(Supplied material):
┄┄┄┄┄┄┄┄┄┄┄┄┄┄┄┄┄┄┄┄

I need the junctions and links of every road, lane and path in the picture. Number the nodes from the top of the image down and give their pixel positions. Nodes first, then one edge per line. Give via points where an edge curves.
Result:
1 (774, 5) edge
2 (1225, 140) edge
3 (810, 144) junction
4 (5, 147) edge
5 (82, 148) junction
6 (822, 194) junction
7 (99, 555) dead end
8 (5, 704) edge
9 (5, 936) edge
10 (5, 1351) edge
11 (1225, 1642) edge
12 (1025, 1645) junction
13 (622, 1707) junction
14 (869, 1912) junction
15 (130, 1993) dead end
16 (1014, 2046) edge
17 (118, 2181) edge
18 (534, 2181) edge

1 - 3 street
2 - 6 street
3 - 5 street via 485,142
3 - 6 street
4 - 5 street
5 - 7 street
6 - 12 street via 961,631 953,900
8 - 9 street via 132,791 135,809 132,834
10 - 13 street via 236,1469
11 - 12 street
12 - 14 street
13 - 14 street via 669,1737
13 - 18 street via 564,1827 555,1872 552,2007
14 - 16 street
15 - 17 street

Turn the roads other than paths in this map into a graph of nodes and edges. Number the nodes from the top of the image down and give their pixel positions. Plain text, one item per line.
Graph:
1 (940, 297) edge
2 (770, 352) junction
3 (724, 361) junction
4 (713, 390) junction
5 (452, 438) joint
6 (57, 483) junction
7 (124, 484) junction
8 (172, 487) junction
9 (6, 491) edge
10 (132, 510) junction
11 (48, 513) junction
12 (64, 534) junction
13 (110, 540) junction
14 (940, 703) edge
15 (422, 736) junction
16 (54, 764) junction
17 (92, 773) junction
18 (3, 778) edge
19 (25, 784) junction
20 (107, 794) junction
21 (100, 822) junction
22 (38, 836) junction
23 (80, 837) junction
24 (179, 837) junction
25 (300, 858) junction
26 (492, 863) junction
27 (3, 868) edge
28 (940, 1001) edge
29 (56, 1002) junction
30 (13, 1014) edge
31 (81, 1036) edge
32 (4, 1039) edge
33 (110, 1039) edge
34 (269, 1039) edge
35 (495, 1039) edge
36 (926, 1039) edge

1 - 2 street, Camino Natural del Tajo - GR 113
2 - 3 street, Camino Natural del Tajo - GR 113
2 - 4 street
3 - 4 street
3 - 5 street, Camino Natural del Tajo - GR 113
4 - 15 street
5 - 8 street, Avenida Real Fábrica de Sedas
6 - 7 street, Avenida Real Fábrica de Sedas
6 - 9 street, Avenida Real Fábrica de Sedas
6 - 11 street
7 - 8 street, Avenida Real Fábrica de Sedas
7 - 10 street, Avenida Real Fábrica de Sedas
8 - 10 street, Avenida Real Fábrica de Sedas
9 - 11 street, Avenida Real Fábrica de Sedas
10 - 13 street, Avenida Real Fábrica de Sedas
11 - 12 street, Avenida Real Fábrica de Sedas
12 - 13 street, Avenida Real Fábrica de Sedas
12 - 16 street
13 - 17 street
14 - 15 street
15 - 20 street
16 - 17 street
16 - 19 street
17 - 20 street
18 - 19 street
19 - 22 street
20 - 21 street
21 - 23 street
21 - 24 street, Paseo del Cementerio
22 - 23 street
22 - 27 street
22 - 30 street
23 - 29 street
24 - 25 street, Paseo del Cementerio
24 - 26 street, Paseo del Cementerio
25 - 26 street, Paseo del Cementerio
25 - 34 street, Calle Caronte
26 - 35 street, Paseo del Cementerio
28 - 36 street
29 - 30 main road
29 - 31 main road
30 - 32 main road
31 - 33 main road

┄┄┄┄┄┄┄┄┄┄┄┄┄┄┄┄┄┄┄┄

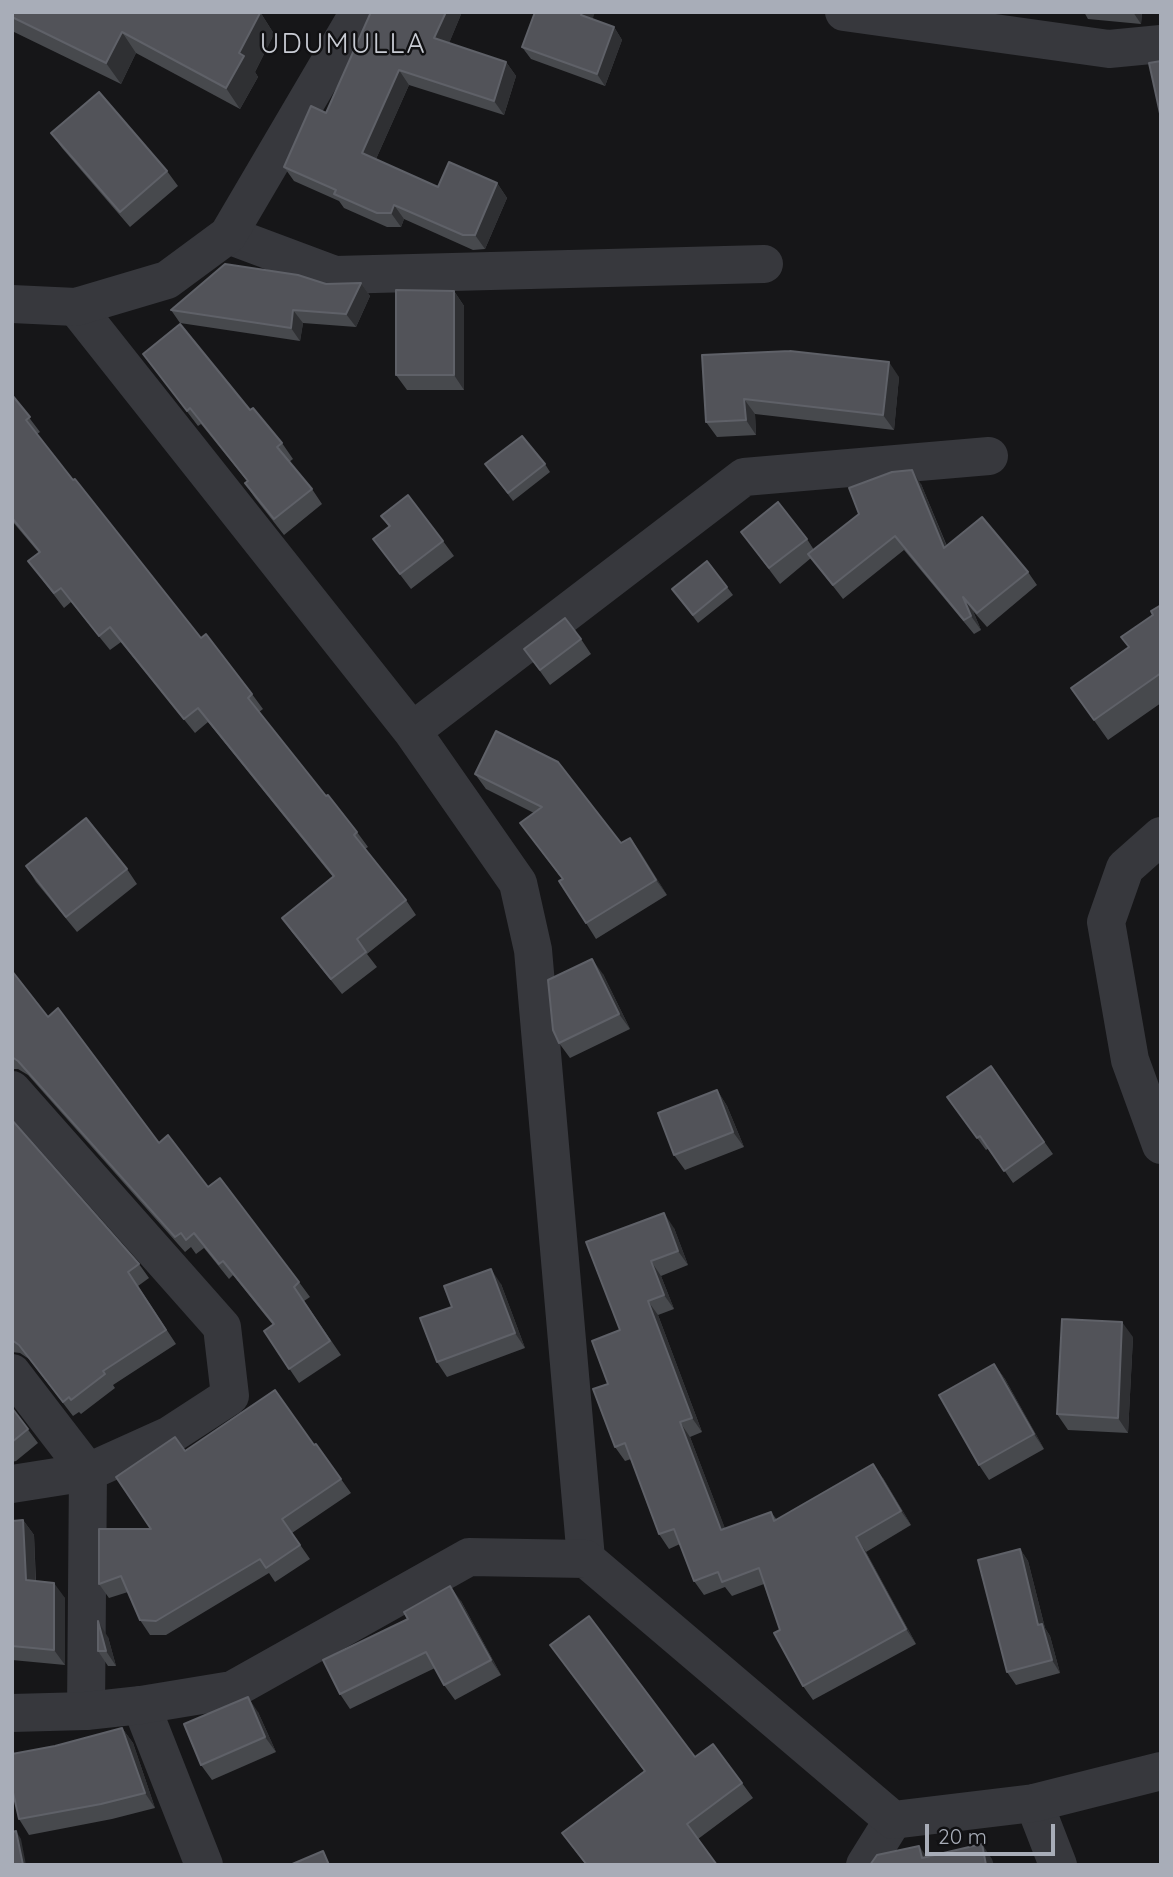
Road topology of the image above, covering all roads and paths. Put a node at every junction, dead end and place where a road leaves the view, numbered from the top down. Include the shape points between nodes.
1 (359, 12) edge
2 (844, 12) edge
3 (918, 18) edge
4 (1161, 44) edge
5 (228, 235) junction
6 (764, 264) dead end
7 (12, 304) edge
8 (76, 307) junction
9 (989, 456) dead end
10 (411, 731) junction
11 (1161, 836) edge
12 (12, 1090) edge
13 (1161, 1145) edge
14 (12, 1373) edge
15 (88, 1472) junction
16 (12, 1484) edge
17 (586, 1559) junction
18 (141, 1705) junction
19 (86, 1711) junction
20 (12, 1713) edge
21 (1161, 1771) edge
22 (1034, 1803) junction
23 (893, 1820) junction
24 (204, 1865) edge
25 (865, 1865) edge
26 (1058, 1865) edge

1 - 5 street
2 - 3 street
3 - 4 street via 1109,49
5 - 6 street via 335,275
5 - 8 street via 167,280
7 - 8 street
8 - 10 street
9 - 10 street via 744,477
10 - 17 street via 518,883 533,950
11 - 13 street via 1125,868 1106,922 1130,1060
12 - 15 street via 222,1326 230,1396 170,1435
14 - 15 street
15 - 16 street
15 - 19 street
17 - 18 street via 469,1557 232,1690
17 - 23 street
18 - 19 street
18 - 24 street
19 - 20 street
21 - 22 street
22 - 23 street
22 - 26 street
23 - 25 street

┄┄┄┄┄┄┄┄┄┄┄┄┄┄┄┄┄┄┄┄

(Task directions): Retype only the lines above between the line with "I need the junctions" and the line with "Turn the roads", counting those two lines as well, and keep every character as it is.

(Result):
I need the junctions and links of every road, lane and path in the picture. Number the nodes from the top of the image down and give their pixel positions. Nodes first, then one edge per line. Give via points where an edge curves.
Result:
1 (774, 5) edge
2 (1225, 140) edge
3 (810, 144) junction
4 (5, 147) edge
5 (82, 148) junction
6 (822, 194) junction
7 (99, 555) dead end
8 (5, 704) edge
9 (5, 936) edge
10 (5, 1351) edge
11 (1225, 1642) edge
12 (1025, 1645) junction
13 (622, 1707) junction
14 (869, 1912) junction
15 (130, 1993) dead end
16 (1014, 2046) edge
17 (118, 2181) edge
18 (534, 2181) edge

1 - 3 street
2 - 6 street
3 - 5 street via 485,142
3 - 6 street
4 - 5 street
5 - 7 street
6 - 12 street via 961,631 953,900
8 - 9 street via 132,791 135,809 132,834
10 - 13 street via 236,1469
11 - 12 street
12 - 14 street
13 - 14 street via 669,1737
13 - 18 street via 564,1827 555,1872 552,2007
14 - 16 street
15 - 17 street

Turn the roads other than paths in this map into a graph of nodes and edges. Number the nodes from the top of the image down and give their pixel positions. Plain text, one item per line.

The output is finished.